* **WHAT IS REQUIRED**
Pictures are not part of the copy. Reproduce all the records exactly.

[Dataset entries]
=== Begin Enclosure ===

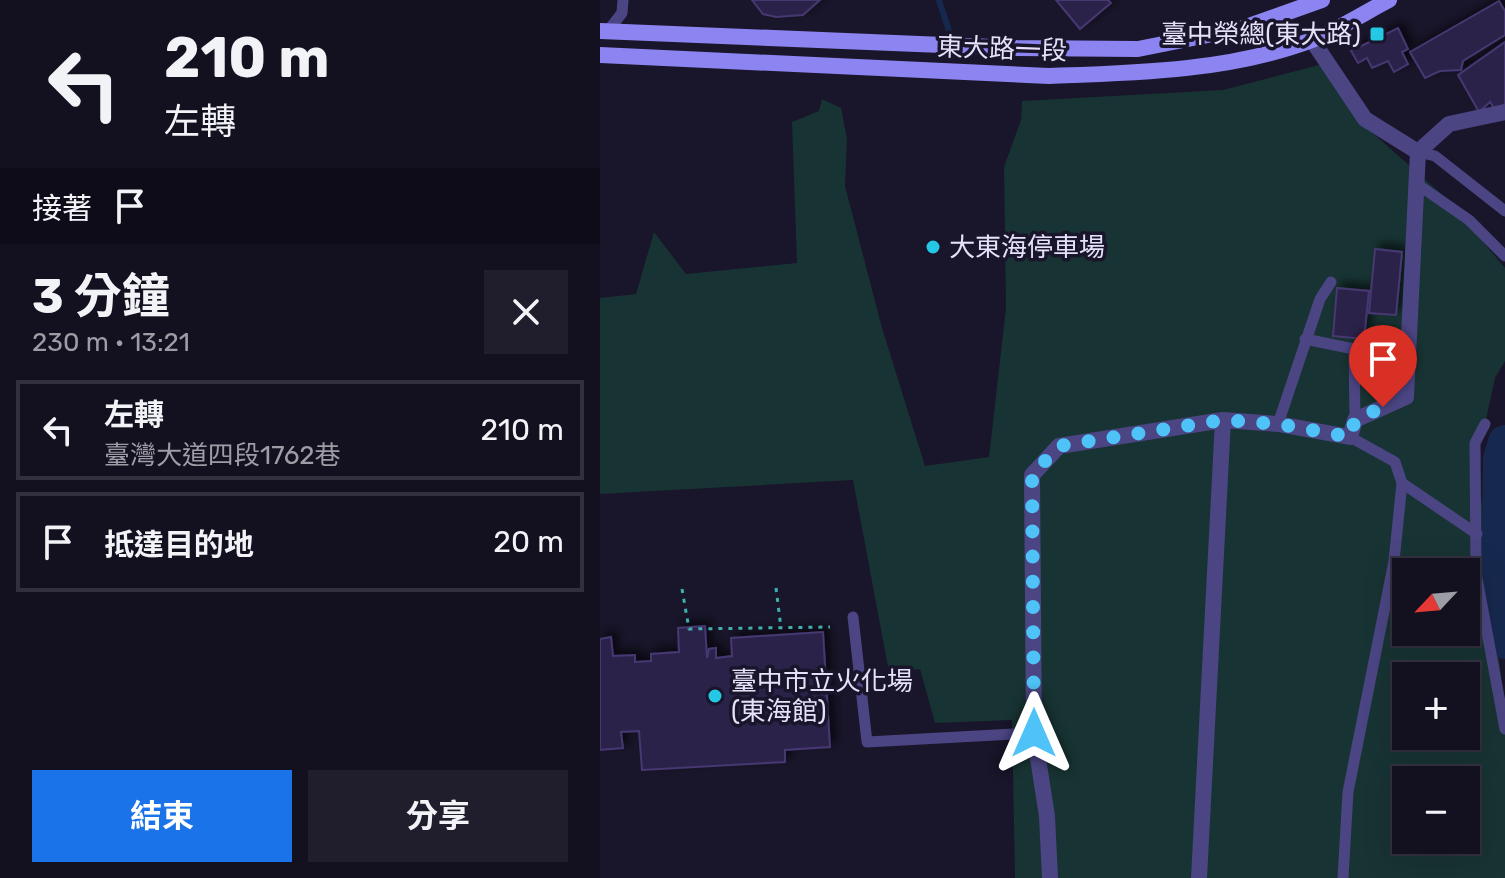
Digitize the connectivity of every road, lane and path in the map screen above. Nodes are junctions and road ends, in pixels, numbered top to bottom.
1 (623, 0) edge
2 (1322, 0) edge
3 (1389, 0) edge
4 (602, 30) edge
5 (1312, 40) junction
6 (603, 55) edge
7 (1505, 112) edge
8 (1418, 152) junction
9 (1417, 184) junction
10 (1505, 211) edge
11 (1505, 256) edge
12 (1331, 282) dead end
13 (1305, 339) junction
14 (1223, 420) junction
15 (1278, 424) junction
16 (1485, 424) dead end
17 (1353, 429) junction
18 (1402, 483) junction
19 (1477, 534) junction
20 (776, 588) dead end
21 (682, 589) dead end
22 (853, 617) dead end
23 (830, 627) dead end
24 (781, 628) junction
25 (1505, 729) edge
26 (1026, 733) junction
27 (1050, 878) edge
28 (1199, 878) edge
29 (1343, 878) edge

1 - 4 lane
2 - 4 street, 東大路一段
3 - 5 street, 東大路一段
4 - 6 street
5 - 6 street, 東大路一段
5 - 8 street
7 - 8 street
8 - 9 street
8 - 10 lane
9 - 11 lane
9 - 17 street
12 - 13 lane
13 - 15 lane
13 - 17 lane
14 - 15 street
14 - 26 street
14 - 28 street
15 - 17 street
16 - 19 lane
17 - 18 lane
18 - 19 lane
18 - 29 lane
19 - 25 lane
20 - 24 path
21 - 24 path
22 - 26 lane
23 - 24 path
26 - 27 street

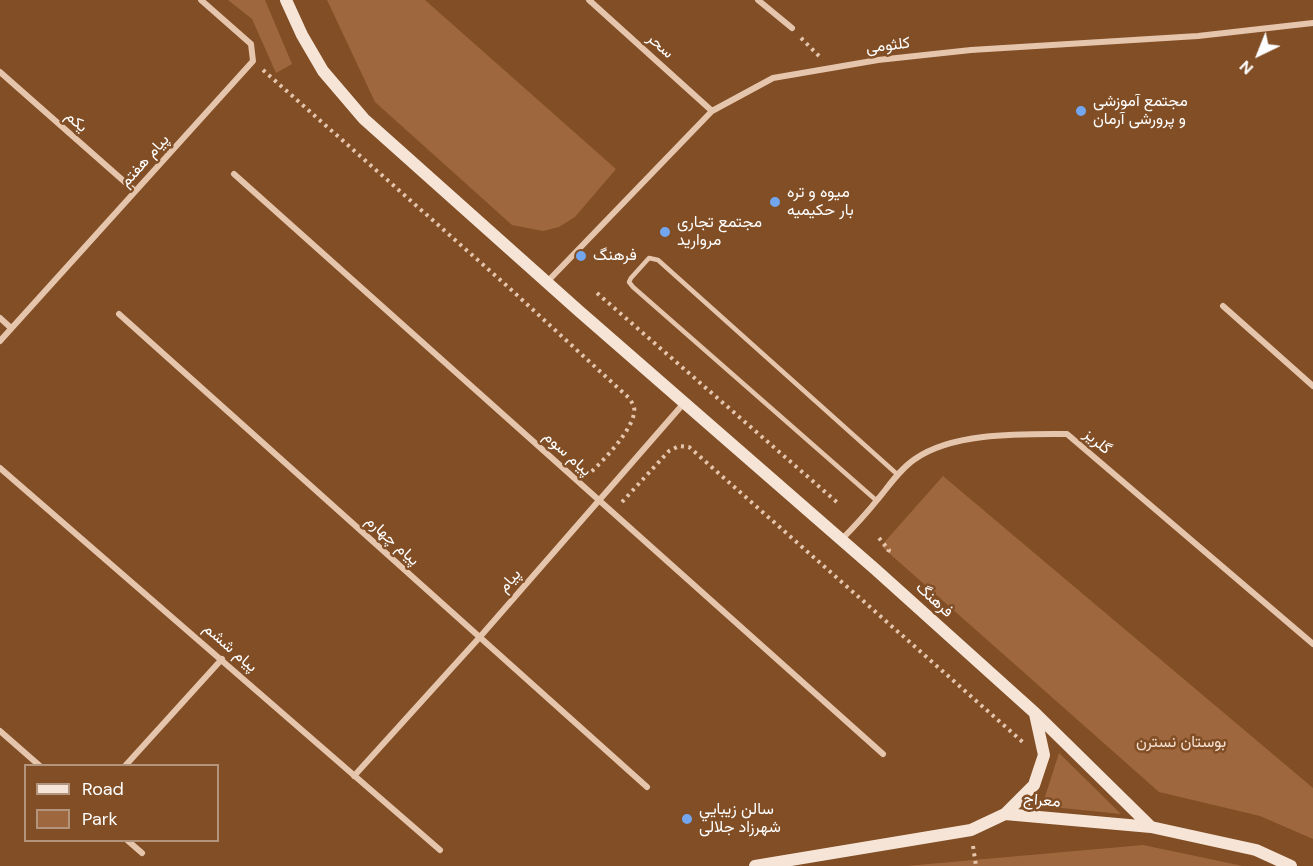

=== End Enclosure ===

* **RESPONSE TO THE EXERCISE**
Digitize the connectivity of every road, lane and path in the map screen above. Nodes are junctions and road ends, in pixels, numbered top to bottom.
1 (623, 0) edge
2 (1322, 0) edge
3 (1389, 0) edge
4 (602, 30) edge
5 (1312, 40) junction
6 (603, 55) edge
7 (1505, 112) edge
8 (1418, 152) junction
9 (1417, 184) junction
10 (1505, 211) edge
11 (1505, 256) edge
12 (1331, 282) dead end
13 (1305, 339) junction
14 (1223, 420) junction
15 (1278, 424) junction
16 (1485, 424) dead end
17 (1353, 429) junction
18 (1402, 483) junction
19 (1477, 534) junction
20 (776, 588) dead end
21 (682, 589) dead end
22 (853, 617) dead end
23 (830, 627) dead end
24 (781, 628) junction
25 (1505, 729) edge
26 (1026, 733) junction
27 (1050, 878) edge
28 (1199, 878) edge
29 (1343, 878) edge

1 - 4 lane
2 - 4 street, 東大路一段
3 - 5 street, 東大路一段
4 - 6 street
5 - 6 street, 東大路一段
5 - 8 street
7 - 8 street
8 - 9 street
8 - 10 lane
9 - 11 lane
9 - 17 street
12 - 13 lane
13 - 15 lane
13 - 17 lane
14 - 15 street
14 - 26 street
14 - 28 street
15 - 17 street
16 - 19 lane
17 - 18 lane
18 - 19 lane
18 - 29 lane
19 - 25 lane
20 - 24 path
21 - 24 path
22 - 26 lane
23 - 24 path
26 - 27 street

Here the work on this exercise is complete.